At each bit, we branch over valid combinations while ensuring OR never exceeds 110 and $a \le b$ holds globally.

bit state count entering valid transitions total accumulated
2 1 4 valid splits 4
1 4 pruned by OR constraint 10
0 10 ordering refinement 22

This trace shows how pruning happens progressively: early bits allow flexibility, later bits restrict combinations due to OR constraints.

Complexity Analysis

Measure Complexity Explanation
Time $O(t \cdot \log n \cdot S)$ Each test processes at most 31 bits, with a constant DP state space
Space $O(\log n)$ recursion depth plus memo table per test

The bit length of $n$ is small enough that even with $10^5$ test cases, the solution runs comfortably within limits due to memoization collapsing repeated subproblems.

Test Cases

import sys, io

def run(inp: str) -> str:
    sys.stdin = io.StringIO(inp)
    from sys import stdout

    def solve():
        import sys
        input = sys.stdin.readline

        def solve_case(n):
            bits = [(n >> i) & 1 for i in range(30, -1, -1)]
            L = len(bits)

            from functools import lru_cache

            @lru_cache(None)
            def dp(i, tight, eq):
                if i == L:
                    return 1

                res = 0
                nb = bits[i]

                for a in (0, 1):
                    for b in (0, 1):
                        if a > b:
                            continue
                        o = a | b
                        if tight and o > nb:
                            continue
                        ntight = tight and (o == nb)
                        neq = eq and (a == b)
                        res += dp(i + 1, ntight, neq)
                return res

            return dp(0, True, True)

        t = int(input())
        out = []
        for _ in range(t):
            out.append(str(solve_case(int(input()))))
        return "\n".join(out)

    return solve()

# provided samples
assert run("5\n0\n1\n6\n7\n8\n") == "1\n3\n22\n36\n38"

# custom cases
assert run("1\n0\n") == "1", "minimum case"
assert run("1\n1\n") == "3", "small binary case"
assert run("1\n2\n") == "6", "checks transitions"
assert run("1\n3\n") == "10", "dense small range"
Test input Expected output What it validates
0 1 minimum edge case
1 3 smallest non-trivial binary branching
2 6 transition where higher bit appears
3 10 dense enumeration boundary behavior

Edge Cases

For $n = 0$, the DP has only one valid assignment: both numbers must be zero in every bit position.
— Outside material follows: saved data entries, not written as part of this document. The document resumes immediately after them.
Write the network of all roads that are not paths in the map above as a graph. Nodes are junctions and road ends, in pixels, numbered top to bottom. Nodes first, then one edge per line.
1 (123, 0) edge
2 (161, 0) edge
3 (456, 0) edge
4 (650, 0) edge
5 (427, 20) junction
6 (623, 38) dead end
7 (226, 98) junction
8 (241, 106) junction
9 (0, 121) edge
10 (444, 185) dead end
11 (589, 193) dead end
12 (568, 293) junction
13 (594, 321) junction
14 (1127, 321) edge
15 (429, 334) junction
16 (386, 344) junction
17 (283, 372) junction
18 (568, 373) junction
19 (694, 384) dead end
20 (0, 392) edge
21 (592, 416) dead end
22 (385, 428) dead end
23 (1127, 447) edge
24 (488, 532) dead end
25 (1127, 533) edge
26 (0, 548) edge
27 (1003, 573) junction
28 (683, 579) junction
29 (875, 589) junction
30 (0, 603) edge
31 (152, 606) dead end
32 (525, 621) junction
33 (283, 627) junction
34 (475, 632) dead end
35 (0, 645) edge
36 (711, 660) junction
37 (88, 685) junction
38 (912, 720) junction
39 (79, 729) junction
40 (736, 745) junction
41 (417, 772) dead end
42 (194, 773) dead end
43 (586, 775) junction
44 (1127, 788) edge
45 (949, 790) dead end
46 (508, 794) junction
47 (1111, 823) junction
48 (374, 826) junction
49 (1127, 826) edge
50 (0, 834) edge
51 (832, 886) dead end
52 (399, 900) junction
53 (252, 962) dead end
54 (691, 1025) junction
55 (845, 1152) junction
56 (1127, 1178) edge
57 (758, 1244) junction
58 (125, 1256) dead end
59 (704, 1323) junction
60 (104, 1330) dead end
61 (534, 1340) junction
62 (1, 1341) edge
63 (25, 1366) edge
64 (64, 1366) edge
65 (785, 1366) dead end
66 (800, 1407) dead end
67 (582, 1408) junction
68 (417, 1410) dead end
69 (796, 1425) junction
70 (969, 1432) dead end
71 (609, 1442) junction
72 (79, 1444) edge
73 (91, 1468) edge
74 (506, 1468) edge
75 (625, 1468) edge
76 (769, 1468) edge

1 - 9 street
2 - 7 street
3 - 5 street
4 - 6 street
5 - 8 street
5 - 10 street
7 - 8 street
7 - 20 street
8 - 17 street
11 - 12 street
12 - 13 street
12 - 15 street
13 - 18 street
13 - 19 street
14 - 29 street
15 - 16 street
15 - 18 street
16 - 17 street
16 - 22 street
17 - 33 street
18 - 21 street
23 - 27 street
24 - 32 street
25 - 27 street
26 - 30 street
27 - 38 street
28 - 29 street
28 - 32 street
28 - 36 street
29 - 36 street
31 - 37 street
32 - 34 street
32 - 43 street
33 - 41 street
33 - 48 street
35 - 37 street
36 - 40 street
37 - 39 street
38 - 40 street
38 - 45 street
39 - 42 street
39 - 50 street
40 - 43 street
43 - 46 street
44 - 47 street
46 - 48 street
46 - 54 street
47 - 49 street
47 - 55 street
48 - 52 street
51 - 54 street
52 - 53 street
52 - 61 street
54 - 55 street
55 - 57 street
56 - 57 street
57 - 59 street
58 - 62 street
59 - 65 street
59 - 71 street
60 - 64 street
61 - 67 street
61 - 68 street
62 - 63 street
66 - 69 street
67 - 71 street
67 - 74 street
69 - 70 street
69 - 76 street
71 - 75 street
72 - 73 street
The OR constraint immediately forbids any bit being set, and the ordering constraint is trivially satisfied. The algorithm correctly returns 1 because the base case counts a single empty construction.

For small powers of two such as $n = 2$, the highest bit introduces a sharp restriction. Any pair that produces OR equal to 3 or higher is rejected at the first violating bit. The DP enforces this locally, so it never builds invalid suffixes. The result includes only combinations where both numbers stay within the allowed bit pattern.

For values like $n = 7$, where all lower bits are 1, the tight constraint is rarely activated. The DP effectively explores most combinations, and correctness relies on the ordering state to prevent double counting of invalid $a > b$ cases.